* **AVAILABLE DATA**
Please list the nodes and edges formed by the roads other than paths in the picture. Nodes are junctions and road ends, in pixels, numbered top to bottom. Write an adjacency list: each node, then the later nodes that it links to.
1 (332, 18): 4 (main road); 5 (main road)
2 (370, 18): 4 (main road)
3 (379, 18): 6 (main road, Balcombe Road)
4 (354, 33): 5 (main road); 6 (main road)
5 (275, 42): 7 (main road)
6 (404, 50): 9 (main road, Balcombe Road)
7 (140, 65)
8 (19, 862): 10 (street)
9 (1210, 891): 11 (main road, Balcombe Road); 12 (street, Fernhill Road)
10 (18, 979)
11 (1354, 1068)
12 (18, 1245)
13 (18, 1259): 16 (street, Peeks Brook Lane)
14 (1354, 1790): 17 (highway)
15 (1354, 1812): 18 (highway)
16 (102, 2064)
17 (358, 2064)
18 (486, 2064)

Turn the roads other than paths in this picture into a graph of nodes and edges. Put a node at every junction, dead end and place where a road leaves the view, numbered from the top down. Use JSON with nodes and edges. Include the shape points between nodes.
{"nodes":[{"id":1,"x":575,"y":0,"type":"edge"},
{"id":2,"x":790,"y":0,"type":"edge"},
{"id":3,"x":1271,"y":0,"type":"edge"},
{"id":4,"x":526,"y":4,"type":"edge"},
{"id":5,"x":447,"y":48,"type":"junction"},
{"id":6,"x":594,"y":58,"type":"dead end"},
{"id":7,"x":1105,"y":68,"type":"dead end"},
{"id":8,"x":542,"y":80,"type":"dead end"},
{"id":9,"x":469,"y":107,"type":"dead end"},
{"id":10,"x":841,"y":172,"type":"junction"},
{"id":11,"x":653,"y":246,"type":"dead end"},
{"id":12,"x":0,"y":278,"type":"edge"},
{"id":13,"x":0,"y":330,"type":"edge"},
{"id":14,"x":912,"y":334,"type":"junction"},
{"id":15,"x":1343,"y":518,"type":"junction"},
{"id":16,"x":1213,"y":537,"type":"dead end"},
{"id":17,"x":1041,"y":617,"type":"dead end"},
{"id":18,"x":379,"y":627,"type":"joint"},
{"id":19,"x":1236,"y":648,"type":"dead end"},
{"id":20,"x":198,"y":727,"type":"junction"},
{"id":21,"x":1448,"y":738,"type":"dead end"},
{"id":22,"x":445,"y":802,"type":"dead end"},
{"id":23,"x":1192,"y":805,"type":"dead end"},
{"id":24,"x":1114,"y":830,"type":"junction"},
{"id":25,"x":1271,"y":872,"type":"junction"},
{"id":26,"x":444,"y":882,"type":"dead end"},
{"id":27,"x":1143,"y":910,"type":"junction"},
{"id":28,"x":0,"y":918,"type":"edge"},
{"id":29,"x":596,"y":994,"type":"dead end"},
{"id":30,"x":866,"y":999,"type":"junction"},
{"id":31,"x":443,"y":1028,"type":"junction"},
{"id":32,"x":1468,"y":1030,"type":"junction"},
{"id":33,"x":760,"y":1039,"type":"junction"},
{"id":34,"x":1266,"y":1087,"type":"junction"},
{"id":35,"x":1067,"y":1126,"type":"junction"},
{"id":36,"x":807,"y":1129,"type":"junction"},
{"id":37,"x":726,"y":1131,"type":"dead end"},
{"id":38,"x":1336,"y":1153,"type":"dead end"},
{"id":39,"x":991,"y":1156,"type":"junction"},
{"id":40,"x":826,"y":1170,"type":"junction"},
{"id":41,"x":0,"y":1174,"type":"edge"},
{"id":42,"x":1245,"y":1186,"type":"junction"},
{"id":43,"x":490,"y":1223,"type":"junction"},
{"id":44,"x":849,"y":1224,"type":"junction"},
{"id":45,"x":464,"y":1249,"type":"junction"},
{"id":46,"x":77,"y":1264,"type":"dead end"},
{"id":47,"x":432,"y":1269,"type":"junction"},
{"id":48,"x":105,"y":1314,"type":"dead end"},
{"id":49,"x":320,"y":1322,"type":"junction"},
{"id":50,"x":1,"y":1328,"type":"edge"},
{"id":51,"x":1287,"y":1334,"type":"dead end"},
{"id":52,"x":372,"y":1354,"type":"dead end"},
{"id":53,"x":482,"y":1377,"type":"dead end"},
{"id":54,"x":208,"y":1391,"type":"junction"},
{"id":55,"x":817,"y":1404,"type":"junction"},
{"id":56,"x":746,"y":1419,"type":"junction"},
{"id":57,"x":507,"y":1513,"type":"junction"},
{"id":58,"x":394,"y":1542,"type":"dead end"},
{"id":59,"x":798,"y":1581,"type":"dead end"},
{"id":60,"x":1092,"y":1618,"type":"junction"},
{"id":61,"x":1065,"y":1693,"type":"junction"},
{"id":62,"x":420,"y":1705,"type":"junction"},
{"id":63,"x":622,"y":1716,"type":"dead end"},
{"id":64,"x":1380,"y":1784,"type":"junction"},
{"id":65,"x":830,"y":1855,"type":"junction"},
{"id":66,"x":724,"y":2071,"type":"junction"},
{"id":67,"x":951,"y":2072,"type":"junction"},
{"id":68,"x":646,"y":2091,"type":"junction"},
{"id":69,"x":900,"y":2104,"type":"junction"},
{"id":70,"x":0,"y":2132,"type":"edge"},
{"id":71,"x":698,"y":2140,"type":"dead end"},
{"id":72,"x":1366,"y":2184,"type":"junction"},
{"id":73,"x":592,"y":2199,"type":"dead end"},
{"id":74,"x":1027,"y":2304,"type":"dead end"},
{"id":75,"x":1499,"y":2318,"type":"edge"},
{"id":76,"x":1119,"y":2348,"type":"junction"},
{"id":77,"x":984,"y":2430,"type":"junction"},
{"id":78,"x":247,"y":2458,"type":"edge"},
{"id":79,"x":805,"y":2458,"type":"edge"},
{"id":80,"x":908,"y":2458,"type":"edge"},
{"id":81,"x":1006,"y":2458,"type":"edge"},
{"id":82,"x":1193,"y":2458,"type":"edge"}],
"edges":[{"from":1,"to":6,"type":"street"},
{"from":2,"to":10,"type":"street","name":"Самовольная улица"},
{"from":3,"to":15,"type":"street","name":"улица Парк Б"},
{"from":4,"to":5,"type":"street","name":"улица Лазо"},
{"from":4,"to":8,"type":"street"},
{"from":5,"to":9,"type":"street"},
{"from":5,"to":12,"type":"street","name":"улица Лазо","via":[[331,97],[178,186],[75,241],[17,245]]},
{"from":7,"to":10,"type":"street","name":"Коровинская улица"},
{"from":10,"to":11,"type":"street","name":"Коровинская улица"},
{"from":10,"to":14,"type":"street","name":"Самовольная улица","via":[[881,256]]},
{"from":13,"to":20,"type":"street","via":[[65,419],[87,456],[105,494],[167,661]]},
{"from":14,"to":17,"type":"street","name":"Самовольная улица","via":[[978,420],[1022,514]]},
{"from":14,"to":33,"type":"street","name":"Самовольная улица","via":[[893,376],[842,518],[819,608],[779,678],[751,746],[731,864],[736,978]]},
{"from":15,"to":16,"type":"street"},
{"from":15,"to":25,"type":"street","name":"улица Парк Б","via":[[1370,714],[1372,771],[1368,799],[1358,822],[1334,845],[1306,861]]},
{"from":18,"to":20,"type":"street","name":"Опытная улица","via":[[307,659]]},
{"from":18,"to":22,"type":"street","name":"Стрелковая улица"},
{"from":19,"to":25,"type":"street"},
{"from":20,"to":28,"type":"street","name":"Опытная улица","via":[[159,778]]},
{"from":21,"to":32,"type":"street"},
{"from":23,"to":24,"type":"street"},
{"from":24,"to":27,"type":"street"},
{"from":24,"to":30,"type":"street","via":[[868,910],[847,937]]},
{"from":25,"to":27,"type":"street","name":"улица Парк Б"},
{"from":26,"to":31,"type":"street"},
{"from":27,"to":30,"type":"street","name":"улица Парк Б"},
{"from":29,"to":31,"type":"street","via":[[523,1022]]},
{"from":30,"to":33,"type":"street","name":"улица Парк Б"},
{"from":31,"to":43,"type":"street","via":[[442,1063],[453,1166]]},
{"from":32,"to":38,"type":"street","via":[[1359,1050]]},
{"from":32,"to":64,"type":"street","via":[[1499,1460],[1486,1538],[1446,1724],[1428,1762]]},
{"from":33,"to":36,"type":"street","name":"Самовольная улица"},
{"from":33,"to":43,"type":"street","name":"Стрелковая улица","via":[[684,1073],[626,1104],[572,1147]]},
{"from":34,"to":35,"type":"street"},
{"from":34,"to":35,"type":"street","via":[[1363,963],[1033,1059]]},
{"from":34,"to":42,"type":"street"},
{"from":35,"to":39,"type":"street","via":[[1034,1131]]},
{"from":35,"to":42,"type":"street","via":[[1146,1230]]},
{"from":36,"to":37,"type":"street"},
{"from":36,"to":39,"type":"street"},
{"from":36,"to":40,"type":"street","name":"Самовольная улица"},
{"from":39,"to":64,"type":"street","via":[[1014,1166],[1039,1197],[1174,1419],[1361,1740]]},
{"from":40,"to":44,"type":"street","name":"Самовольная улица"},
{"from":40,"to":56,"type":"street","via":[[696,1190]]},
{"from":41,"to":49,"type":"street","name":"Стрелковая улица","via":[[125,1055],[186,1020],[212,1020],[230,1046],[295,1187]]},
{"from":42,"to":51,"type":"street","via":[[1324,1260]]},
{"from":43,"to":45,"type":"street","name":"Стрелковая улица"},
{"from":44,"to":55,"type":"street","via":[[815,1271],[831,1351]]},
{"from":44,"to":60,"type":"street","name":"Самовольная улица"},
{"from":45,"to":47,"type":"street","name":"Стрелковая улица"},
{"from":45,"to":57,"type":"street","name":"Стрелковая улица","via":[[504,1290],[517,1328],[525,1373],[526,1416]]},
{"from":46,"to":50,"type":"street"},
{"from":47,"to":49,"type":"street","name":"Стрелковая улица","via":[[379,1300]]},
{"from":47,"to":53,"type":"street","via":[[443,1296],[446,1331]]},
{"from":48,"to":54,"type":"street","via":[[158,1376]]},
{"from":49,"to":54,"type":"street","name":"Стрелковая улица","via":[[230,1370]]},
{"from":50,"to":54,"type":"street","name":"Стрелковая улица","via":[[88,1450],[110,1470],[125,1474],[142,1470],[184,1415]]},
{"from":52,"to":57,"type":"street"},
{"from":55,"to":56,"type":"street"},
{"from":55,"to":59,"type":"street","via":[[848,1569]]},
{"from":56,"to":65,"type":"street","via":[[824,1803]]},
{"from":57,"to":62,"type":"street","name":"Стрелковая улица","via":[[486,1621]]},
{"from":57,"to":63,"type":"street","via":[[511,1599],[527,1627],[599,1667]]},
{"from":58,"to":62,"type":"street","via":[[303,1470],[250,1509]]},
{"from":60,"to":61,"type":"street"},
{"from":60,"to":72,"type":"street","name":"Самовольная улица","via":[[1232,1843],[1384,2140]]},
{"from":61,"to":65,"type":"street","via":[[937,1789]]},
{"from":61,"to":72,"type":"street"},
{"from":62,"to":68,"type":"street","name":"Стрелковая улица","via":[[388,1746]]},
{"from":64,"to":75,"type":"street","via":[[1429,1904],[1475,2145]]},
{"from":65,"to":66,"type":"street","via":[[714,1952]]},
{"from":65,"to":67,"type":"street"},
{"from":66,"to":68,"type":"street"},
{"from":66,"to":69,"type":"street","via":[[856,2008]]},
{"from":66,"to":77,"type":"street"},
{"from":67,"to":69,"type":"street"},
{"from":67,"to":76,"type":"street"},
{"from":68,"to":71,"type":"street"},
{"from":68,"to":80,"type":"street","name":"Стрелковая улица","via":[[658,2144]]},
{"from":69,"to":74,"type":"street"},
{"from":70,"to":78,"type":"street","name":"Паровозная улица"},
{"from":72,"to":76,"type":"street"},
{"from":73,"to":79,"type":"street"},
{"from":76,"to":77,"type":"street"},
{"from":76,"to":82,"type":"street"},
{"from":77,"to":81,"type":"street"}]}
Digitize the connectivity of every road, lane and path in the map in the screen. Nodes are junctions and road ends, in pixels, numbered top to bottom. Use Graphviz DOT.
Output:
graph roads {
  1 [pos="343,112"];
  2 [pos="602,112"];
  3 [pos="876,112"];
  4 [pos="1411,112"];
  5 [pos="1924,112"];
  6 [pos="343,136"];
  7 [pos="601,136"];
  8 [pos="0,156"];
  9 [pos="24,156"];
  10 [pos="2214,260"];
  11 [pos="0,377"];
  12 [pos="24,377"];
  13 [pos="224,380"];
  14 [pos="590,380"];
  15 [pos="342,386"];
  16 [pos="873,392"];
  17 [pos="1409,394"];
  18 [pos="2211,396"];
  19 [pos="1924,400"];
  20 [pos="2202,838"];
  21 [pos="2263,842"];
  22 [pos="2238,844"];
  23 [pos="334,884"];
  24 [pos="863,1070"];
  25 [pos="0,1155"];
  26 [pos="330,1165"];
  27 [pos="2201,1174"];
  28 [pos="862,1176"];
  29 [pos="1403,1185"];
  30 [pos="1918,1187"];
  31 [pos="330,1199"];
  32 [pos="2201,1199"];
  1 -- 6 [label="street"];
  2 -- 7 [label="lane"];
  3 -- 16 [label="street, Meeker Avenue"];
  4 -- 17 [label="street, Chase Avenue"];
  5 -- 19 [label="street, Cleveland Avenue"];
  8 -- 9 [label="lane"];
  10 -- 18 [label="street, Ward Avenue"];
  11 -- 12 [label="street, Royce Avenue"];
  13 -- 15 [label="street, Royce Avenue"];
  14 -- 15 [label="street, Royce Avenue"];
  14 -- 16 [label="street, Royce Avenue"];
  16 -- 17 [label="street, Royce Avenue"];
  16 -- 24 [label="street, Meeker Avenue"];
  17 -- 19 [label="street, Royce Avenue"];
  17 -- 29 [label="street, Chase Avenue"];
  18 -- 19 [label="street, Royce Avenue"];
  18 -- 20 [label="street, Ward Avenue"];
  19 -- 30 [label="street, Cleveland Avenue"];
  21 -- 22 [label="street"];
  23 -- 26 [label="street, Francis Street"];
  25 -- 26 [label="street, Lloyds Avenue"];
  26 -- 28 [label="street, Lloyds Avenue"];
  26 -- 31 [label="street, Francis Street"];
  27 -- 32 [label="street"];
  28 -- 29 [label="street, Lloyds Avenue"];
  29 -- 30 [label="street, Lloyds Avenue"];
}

* **ABOUT THIS EXERCISE**
Using the entries, return every line where the word "Chase" can be found.

* **WRITTEN ANSWER**
  4 -- 17 [label="street, Chase Avenue"];
  17 -- 29 [label="street, Chase Avenue"];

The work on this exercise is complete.